## Records for the task:
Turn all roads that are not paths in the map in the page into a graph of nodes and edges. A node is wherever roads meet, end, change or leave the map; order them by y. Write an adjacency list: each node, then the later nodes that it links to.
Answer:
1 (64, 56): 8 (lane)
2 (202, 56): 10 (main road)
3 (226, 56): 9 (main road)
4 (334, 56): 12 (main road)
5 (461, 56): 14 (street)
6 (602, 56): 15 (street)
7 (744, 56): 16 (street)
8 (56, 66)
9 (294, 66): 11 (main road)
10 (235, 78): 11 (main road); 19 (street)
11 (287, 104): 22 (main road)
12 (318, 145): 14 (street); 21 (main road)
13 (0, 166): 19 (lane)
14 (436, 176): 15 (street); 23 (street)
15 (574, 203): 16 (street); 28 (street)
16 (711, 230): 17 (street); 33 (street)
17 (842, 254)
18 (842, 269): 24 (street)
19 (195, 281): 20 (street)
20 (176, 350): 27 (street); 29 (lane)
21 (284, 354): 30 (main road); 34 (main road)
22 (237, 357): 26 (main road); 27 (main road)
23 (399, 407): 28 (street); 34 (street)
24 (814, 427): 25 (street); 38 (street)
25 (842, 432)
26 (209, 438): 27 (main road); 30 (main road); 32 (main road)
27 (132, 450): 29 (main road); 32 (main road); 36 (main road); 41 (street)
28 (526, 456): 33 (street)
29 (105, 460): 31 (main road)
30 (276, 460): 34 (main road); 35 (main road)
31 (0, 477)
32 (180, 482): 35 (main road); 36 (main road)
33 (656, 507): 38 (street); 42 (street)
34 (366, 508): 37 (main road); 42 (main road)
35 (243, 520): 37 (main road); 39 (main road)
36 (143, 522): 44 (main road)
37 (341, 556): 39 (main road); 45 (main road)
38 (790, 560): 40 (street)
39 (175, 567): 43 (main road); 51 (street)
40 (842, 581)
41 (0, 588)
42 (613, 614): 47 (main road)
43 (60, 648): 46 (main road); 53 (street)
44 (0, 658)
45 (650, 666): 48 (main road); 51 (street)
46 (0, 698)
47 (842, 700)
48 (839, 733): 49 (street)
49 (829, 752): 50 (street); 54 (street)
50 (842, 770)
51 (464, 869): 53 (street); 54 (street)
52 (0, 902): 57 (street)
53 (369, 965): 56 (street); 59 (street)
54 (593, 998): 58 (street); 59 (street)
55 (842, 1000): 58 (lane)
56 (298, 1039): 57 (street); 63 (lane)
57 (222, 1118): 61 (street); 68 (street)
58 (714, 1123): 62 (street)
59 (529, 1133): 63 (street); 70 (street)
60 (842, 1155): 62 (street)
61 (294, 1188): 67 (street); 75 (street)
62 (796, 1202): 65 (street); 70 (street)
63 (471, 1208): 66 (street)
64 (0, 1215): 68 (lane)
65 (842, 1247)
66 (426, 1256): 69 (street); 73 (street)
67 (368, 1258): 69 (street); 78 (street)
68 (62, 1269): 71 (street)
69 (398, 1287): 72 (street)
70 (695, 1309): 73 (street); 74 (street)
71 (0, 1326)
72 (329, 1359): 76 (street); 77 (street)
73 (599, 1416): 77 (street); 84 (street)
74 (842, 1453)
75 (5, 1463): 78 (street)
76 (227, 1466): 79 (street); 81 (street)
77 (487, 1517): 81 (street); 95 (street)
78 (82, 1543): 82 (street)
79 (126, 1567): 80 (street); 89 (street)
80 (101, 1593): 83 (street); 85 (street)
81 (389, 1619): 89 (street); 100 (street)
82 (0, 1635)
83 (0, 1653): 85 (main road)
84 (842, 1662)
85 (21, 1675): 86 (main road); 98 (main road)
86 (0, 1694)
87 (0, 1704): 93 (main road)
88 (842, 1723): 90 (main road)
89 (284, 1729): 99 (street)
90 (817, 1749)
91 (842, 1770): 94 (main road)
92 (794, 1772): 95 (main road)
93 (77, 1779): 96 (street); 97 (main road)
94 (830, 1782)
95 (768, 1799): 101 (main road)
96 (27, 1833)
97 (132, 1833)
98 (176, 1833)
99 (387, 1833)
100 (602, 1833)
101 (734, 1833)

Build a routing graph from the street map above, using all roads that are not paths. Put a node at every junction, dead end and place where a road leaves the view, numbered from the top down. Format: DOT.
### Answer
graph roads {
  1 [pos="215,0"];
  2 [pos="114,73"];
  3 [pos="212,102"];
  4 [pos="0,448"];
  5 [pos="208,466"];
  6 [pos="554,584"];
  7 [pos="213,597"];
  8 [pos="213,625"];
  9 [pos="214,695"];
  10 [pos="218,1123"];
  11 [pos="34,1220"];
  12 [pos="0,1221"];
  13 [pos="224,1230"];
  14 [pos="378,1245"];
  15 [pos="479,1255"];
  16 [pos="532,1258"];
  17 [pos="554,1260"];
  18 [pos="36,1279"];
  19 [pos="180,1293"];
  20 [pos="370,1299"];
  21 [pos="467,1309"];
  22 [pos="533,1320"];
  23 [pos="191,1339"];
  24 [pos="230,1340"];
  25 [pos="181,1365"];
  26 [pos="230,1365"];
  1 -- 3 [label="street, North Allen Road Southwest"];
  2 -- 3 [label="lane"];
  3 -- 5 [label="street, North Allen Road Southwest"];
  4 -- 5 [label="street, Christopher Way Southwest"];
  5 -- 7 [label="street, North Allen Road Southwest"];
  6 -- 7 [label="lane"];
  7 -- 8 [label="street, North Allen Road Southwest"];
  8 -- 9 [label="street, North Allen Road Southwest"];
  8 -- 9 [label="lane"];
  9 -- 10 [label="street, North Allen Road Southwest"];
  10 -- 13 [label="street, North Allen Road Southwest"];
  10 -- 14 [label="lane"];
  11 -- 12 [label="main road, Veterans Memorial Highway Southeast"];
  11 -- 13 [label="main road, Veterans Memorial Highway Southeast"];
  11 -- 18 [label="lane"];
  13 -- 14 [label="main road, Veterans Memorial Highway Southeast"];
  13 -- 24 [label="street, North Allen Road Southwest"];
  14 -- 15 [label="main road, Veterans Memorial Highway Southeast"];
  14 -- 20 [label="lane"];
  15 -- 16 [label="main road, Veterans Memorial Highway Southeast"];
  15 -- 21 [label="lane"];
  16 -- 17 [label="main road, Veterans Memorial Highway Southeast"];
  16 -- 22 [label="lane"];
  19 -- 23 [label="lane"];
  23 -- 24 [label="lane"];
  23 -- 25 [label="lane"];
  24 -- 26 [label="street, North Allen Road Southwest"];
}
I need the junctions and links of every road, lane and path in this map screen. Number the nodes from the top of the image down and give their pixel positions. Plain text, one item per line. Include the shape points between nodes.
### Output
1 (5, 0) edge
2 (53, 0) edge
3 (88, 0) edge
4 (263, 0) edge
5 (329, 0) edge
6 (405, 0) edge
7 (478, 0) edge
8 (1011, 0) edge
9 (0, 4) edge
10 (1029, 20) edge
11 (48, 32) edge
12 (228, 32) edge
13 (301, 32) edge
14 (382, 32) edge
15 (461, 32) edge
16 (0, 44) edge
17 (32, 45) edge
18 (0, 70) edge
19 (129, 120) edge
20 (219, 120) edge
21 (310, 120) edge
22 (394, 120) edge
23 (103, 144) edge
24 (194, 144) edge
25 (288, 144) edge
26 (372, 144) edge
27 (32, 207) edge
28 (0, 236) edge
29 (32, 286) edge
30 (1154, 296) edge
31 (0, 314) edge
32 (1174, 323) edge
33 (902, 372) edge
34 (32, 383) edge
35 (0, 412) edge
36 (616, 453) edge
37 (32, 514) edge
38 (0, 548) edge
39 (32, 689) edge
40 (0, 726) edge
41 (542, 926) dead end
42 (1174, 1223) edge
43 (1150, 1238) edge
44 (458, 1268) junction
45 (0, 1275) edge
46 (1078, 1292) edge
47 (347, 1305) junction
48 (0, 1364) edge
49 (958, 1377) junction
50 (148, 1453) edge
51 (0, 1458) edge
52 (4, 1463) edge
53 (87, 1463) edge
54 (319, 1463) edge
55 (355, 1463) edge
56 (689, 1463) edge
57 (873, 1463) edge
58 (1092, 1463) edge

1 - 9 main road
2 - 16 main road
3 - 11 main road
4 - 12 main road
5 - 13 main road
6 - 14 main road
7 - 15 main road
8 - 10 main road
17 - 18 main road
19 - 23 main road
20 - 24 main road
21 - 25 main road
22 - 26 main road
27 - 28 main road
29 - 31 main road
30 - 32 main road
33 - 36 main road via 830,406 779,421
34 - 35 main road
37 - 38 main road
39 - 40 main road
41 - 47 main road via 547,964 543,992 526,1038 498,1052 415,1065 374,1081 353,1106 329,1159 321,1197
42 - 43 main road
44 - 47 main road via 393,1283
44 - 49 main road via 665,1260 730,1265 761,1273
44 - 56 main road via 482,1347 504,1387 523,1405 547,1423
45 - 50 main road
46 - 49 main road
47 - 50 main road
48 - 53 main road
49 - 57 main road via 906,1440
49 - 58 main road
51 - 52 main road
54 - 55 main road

## To do:
Find the word "Allen" in the material, then list each line that holds it.

## Answer for the task:
  1 -- 3 [label="street, North Allen Road Southwest"];
  3 -- 5 [label="street, North Allen Road Southwest"];
  5 -- 7 [label="street, North Allen Road Southwest"];
  7 -- 8 [label="street, North Allen Road Southwest"];
  8 -- 9 [label="street, North Allen Road Southwest"];
  9 -- 10 [label="street, North Allen Road Southwest"];
  10 -- 13 [label="street, North Allen Road Southwest"];
  13 -- 24 [label="street, North Allen Road Southwest"];
  24 -- 26 [label="street, North Allen Road Southwest"];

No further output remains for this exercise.